# rendons,turpins,henderson ect



## Indigo Bully Connection (Dec 21, 2006)

I was wondering if anyone knows anything about these lines... these are the majority of what is in Neelas pedigree and I'd like to know alittle more about them?? Good or bad don't hold back! Neela does have quite a bit of RE too which I've found out that not many people are impressed with!lol I'm new to the forums so any feed back would be greatly appreciated! Oh yeah and she has some recent chain gang also... her mother is mostly turpins and henderson. her father is the one with the Rendons and RE. up:


----------



## OldFortKennels (Mar 10, 2006)

Which Turpins is in there? Turpins blue trouble?


----------



## Indigo Bully Connection (Dec 21, 2006)

*turpins*

blu trouble is on there 3x, and amber blu is on there two times. Also do you know what MD's stands for. This is the first dog i've actually sent off for the papers on. so I'm not too sure how to read it all. have you heard of overturfs too?


----------



## OldFortKennels (Mar 10, 2006)

can you tell me the sire and dams name to your dog?

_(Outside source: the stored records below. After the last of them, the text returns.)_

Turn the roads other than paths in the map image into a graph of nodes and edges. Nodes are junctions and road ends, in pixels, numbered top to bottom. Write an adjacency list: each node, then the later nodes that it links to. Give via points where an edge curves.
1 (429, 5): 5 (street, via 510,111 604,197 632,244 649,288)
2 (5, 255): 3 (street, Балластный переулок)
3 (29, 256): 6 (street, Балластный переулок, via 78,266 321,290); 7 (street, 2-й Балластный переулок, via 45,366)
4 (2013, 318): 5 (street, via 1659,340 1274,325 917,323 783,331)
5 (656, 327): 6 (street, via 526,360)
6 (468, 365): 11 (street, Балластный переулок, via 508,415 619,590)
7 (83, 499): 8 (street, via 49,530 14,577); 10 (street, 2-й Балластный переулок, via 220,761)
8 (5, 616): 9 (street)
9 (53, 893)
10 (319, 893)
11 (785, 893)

Give me their registered names and I might be able to help you!

Turpins is all in my dogs blood.


----------



## Indigo Bully Connection (Dec 21, 2006)

*sire and dam*

Ortiz' "Mecca Blue" 88000J-21 and Barrington's "East Coast" 73800j-64 she's ADBA registered. Her father has RE Throwin Knuckles quite a bit But I'm sure you can pull that all up with the names and register numbers.


----------



## Indigo Bully Connection (Dec 21, 2006)

*have you?*

Have you found anything yet? Is there anything special about that blu trouble?


----------



## GSDBulldog (Dec 22, 2006)

There's quite a bit of controversy behind him (Most of it about his wins), and most of it based off the fact that he is basically a staff... and blue.

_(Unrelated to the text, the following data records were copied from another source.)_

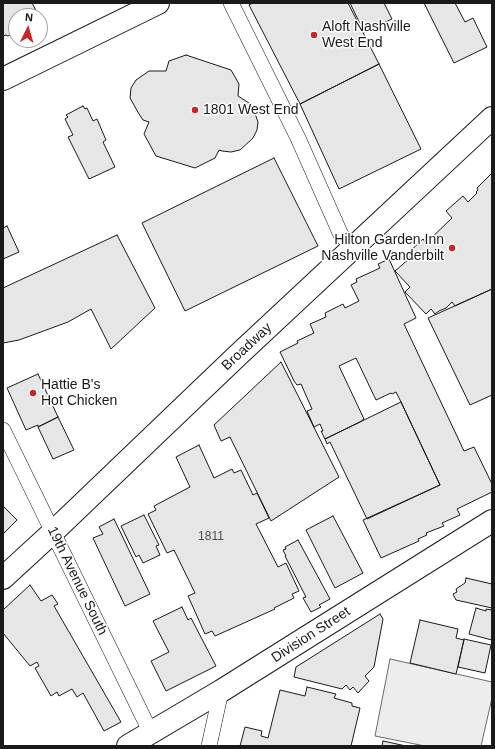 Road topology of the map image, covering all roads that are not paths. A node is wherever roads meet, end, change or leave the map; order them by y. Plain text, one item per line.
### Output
1 (158, 3) edge
2 (231, 3) edge
3 (3, 78) edge
4 (492, 118) edge
5 (354, 248) junction
6 (3, 430) edge
7 (492, 521) edge
8 (53, 532) junction
9 (3, 578) edge
10 (222, 691) junction
11 (151, 733) junction
12 (128, 746) edge
13 (209, 746) edge

1 - 3 main road
2 - 5 street
4 - 5 main road, Broadway
5 - 8 main road, Broadway
6 - 8 street, 19th Avenue South
7 - 10 main road, Division Street
8 - 9 main road, Broadway
8 - 11 street, 19th Avenue South
10 - 11 main road, Division Street
10 - 13 street
11 - 12 main road, Division Street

By the looks of it, you have a good APBT/AST hybrid that (Based on others from these lines) would do well in the showring and a variety of sports.


----------



## Indigo Bully Connection (Dec 21, 2006)

*wins?*

What kinda wins? How can I look up these individual dogs?


----------



## GSDBulldog (Dec 22, 2006)

His match wins, the 3xW. 

There was actually a thread about him not to long ago, let me find it for you...


----------



## GSDBulldog (Dec 22, 2006)

Here's the thread, http://www.gopitbull.com/pitbullforums/general-discussion/1788-turpins-blu-trouble.html


----------



## Indigo Bully Connection (Dec 21, 2006)

*thank you very much!*

That was interesting to read. I'd like to be able to find out this kind of stuff, but i learned that that dog ped. site isn't really worth a crud because anyone can make anything up! That sucks! Do you know what the MD's stands for... like MD's vicky,litn,sassy-sussie. and my last question would be about that Kimmars cat man roo because he is on her pedigree a bunch


----------